Segment Start: Data provided
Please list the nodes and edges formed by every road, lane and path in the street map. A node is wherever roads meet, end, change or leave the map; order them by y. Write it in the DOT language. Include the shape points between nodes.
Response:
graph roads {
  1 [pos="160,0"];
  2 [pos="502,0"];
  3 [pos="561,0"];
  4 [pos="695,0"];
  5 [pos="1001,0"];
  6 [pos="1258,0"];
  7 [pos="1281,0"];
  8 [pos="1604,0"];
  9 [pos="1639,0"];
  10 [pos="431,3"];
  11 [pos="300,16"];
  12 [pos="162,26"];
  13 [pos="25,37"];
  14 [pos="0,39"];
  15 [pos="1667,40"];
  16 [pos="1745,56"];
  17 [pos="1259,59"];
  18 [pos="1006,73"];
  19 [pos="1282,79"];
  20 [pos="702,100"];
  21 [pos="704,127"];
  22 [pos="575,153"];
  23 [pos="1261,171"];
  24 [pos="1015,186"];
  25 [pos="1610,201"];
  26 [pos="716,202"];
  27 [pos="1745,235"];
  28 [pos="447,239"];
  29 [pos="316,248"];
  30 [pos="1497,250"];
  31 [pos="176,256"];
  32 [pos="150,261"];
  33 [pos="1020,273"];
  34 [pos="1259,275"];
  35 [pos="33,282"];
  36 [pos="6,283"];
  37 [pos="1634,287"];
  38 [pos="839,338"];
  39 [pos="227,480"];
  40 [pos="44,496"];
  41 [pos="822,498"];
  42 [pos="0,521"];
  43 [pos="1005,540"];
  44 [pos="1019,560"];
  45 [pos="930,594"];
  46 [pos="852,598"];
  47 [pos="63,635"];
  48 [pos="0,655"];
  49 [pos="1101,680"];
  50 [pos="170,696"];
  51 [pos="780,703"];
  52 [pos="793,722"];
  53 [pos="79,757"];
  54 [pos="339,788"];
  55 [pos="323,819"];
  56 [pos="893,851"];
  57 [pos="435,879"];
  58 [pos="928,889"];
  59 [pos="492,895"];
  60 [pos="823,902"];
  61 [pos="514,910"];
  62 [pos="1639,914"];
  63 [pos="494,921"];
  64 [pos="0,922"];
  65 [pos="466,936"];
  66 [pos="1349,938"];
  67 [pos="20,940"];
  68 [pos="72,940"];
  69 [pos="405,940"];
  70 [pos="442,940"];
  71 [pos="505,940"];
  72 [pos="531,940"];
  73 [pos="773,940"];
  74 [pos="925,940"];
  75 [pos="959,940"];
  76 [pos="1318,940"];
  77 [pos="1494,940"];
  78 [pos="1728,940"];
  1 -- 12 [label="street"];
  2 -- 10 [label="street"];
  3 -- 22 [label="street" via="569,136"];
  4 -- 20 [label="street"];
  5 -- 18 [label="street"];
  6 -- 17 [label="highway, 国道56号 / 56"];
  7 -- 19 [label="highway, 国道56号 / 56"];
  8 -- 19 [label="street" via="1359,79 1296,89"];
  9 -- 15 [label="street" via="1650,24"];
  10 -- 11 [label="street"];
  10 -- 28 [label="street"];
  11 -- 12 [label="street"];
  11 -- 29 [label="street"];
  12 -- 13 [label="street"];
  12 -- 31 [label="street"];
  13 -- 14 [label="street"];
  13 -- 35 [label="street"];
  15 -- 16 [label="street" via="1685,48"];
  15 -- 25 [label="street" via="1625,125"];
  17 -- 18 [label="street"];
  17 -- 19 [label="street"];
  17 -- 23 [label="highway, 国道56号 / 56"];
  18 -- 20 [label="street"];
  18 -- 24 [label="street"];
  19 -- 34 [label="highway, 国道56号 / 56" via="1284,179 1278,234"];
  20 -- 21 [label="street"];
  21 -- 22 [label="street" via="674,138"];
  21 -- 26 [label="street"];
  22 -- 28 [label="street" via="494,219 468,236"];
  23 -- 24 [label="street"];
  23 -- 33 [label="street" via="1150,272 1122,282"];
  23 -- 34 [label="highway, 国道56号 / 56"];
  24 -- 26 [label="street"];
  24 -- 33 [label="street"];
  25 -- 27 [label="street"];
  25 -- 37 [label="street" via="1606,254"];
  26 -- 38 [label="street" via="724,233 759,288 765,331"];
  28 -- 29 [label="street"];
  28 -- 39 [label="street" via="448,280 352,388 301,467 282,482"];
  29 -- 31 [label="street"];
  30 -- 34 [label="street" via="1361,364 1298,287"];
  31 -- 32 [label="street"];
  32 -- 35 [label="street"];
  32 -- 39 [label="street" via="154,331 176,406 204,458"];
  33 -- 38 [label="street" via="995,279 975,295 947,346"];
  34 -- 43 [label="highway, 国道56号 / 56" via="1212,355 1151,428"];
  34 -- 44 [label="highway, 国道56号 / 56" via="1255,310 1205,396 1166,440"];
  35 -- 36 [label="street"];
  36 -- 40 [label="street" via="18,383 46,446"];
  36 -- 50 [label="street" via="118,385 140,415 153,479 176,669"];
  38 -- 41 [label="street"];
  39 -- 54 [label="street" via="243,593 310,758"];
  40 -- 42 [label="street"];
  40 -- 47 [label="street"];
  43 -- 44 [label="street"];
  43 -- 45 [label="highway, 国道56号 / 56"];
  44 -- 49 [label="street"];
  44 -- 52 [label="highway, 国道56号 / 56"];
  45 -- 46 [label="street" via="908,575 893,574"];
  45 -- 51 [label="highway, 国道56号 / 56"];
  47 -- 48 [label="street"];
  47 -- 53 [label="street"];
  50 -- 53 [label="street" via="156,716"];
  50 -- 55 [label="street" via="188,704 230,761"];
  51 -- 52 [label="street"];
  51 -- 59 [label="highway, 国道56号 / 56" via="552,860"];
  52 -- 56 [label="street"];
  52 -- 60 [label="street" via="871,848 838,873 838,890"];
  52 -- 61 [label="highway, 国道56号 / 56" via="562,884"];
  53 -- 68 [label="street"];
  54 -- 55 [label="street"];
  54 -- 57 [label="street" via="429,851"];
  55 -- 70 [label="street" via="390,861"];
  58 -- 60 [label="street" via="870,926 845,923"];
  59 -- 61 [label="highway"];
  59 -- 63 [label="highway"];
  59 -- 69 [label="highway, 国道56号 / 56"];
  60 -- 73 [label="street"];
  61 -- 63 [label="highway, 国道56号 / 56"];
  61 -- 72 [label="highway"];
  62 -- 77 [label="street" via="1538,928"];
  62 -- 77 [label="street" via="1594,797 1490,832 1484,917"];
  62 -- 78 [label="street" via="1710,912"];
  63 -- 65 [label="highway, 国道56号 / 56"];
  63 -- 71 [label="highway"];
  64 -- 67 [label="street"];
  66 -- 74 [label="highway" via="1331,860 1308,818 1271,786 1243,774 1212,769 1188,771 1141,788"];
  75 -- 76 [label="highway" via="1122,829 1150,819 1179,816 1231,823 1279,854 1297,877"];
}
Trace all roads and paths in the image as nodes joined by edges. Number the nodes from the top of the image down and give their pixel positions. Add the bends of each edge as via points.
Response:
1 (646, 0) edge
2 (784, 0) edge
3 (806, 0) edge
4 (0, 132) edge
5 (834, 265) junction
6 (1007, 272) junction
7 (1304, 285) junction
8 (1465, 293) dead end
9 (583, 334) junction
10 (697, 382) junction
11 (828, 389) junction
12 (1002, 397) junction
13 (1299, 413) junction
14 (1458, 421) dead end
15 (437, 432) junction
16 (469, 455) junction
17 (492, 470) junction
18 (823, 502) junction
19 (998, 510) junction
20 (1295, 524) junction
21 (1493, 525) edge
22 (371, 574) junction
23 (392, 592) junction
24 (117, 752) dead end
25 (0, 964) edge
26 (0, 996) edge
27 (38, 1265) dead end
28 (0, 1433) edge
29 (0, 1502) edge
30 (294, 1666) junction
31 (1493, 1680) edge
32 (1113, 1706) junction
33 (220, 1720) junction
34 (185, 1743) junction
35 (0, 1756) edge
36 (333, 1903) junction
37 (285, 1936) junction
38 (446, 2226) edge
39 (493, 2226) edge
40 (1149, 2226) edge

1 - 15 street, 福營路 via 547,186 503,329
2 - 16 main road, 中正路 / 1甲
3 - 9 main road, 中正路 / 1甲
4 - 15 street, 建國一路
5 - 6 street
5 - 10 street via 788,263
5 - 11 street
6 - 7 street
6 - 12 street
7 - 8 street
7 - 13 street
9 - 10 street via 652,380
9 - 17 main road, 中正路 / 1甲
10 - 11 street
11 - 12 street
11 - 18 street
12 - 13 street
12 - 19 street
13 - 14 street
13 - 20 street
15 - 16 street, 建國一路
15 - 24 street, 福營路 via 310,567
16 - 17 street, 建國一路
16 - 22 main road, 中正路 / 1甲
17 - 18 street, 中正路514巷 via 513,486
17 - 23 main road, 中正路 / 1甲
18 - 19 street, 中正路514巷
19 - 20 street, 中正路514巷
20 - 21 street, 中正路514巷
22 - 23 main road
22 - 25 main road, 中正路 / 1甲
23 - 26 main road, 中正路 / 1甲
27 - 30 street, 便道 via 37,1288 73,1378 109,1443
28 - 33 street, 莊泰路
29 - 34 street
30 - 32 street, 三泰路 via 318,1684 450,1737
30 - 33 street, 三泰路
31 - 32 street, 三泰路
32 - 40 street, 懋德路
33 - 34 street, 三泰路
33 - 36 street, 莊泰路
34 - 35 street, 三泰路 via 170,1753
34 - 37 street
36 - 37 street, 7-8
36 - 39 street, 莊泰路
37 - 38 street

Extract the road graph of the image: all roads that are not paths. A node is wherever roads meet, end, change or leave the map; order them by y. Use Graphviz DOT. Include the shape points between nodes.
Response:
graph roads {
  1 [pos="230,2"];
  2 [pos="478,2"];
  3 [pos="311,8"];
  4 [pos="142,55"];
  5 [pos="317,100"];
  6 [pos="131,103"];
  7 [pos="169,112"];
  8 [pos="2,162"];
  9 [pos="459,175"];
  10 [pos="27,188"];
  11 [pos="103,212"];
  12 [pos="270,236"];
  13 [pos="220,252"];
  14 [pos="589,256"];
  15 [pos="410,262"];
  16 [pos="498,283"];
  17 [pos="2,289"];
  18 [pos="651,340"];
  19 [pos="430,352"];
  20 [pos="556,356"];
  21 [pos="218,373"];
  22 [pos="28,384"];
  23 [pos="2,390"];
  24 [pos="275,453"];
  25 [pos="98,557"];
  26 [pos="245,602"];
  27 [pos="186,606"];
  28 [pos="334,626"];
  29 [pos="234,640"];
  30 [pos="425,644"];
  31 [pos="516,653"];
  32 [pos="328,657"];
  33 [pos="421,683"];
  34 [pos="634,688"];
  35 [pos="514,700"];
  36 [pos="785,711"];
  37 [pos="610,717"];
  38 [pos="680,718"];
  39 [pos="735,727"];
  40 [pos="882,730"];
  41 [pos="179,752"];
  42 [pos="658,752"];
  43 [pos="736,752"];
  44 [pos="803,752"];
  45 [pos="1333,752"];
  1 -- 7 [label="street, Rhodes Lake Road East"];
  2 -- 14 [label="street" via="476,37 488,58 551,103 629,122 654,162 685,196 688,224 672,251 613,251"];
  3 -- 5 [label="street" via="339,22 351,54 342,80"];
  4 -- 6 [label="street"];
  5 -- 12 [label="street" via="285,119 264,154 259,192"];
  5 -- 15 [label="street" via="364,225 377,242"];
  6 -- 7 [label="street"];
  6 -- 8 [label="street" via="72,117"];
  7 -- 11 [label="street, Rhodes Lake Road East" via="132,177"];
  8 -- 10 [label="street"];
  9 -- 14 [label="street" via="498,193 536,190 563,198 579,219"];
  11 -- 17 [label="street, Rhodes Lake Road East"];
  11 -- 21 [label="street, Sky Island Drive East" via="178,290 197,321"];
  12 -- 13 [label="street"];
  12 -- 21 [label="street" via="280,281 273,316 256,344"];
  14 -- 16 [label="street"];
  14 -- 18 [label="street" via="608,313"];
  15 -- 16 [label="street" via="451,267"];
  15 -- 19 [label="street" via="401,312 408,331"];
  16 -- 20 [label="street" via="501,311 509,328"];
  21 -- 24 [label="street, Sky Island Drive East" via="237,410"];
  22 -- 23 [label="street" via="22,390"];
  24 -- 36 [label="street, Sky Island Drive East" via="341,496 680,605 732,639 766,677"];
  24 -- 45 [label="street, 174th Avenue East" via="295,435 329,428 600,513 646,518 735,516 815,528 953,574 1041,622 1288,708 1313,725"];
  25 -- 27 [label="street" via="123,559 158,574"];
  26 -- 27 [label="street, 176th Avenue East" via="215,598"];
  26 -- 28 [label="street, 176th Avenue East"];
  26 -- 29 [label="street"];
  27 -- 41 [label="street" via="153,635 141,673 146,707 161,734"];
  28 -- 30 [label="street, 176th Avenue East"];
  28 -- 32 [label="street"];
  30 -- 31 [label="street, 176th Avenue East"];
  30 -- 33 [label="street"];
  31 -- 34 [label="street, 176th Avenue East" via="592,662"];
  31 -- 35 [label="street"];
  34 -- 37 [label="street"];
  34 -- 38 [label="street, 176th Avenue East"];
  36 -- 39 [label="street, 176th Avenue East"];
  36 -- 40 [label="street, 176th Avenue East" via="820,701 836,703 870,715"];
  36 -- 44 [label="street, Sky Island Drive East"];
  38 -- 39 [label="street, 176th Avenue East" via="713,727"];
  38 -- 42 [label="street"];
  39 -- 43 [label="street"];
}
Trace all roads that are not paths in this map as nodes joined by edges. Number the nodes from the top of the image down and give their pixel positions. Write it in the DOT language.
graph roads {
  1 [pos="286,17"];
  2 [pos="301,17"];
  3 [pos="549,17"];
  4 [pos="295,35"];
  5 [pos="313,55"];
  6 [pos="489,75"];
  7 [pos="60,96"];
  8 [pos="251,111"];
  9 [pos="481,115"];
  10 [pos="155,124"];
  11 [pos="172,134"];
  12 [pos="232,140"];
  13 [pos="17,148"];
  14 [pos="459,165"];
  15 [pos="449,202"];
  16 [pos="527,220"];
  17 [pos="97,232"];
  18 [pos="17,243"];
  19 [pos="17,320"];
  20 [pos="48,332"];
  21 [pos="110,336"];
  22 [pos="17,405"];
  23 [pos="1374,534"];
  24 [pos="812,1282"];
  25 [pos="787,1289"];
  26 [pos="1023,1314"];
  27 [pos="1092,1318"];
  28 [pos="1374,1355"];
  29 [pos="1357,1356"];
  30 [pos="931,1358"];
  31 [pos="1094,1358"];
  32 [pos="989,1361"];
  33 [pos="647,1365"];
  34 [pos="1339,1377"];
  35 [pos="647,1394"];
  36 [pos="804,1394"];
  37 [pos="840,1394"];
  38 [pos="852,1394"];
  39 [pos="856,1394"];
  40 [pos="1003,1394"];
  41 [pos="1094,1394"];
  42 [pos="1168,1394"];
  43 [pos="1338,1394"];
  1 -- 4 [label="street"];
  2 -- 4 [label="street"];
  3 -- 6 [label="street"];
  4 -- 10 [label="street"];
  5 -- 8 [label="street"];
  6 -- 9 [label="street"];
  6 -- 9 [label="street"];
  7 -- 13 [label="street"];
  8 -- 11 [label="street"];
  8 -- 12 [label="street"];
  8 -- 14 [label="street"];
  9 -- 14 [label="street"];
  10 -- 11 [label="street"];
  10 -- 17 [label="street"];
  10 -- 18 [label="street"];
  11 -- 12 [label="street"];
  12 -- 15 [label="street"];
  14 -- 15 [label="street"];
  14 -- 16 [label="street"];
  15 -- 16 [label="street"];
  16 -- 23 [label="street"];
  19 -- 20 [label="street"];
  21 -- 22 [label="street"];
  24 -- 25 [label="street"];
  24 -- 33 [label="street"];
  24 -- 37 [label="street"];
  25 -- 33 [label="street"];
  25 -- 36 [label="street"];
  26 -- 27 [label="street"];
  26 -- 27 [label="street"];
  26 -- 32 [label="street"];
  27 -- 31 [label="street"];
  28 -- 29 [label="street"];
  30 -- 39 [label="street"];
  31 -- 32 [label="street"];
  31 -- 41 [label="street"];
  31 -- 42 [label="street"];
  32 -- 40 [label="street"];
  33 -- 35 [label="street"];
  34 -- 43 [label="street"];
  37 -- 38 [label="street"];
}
Segment End: Data provided
■ **To do**
Look for the word "建國一路" in the records above, count the lines that hold it, and give only that number.

■ **Answer box**
3